Across all the records, filter for lines with the word "middle" and copy them.

» **DATA EXTRACT**:
==*==

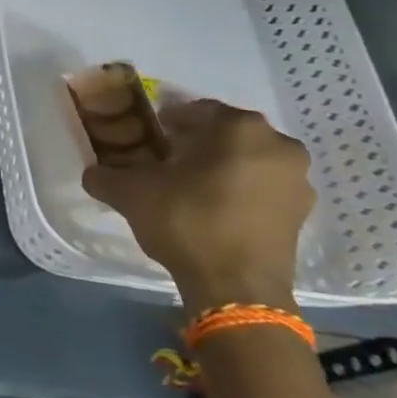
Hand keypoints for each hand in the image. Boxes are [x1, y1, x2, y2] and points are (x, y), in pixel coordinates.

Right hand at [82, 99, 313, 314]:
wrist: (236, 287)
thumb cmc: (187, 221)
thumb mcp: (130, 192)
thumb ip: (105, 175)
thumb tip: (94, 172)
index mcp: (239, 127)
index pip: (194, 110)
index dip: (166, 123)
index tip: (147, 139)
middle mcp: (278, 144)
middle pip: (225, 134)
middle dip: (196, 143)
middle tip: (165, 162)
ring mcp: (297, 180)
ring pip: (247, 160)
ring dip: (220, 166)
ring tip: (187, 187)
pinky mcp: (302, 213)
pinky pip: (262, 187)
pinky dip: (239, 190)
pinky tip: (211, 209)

==*==

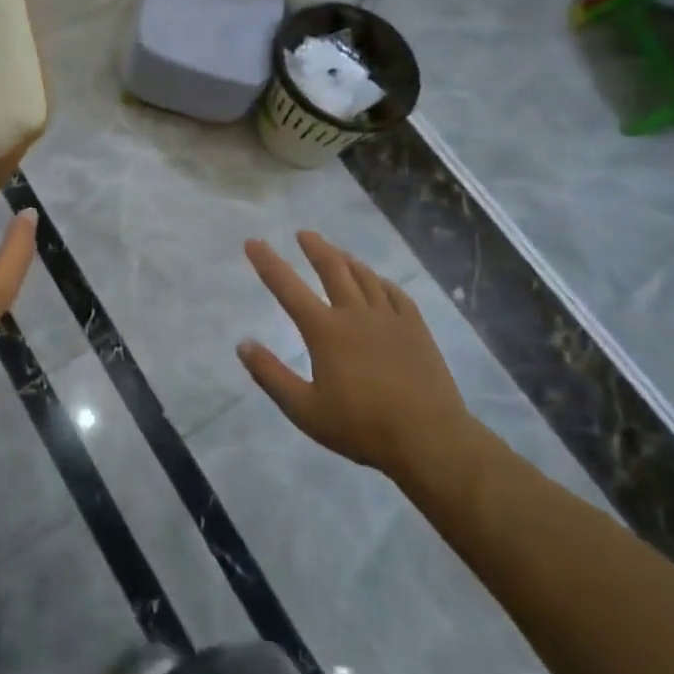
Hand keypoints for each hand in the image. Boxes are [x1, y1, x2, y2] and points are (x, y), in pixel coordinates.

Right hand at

==*==

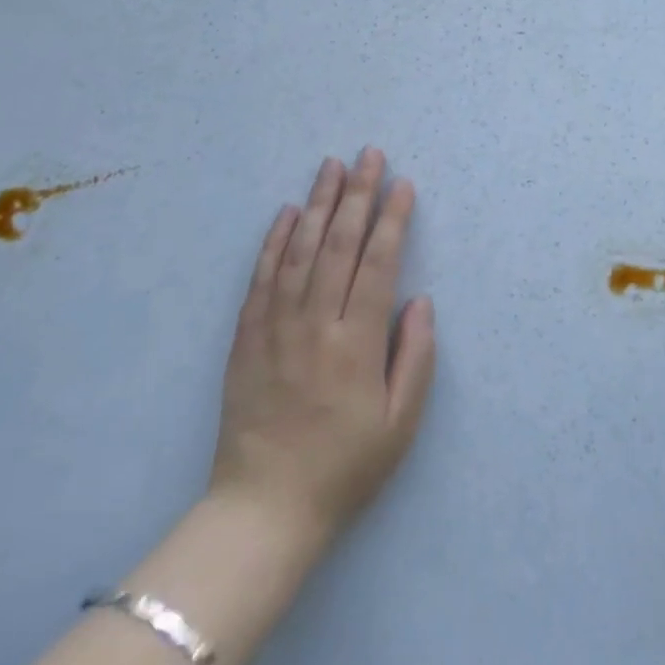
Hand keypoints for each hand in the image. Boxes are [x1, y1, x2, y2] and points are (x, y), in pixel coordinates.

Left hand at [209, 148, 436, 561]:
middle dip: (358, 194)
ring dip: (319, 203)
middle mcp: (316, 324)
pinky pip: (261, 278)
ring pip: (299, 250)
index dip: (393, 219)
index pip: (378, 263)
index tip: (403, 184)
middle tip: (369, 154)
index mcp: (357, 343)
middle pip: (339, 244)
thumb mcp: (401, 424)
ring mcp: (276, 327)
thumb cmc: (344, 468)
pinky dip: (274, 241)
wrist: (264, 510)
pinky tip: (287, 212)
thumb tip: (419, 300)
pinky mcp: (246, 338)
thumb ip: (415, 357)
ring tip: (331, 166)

==*==

» **WRITTEN REPLY**:
middle mcp: (278, 144)
middle pip: (225, 134)
middle dip: (196, 143)
middle tip: (165, 162)
middle dip: (358, 194)
middle mcp: (316, 324)
middle tip: (369, 154)
middle pip: (339, 244)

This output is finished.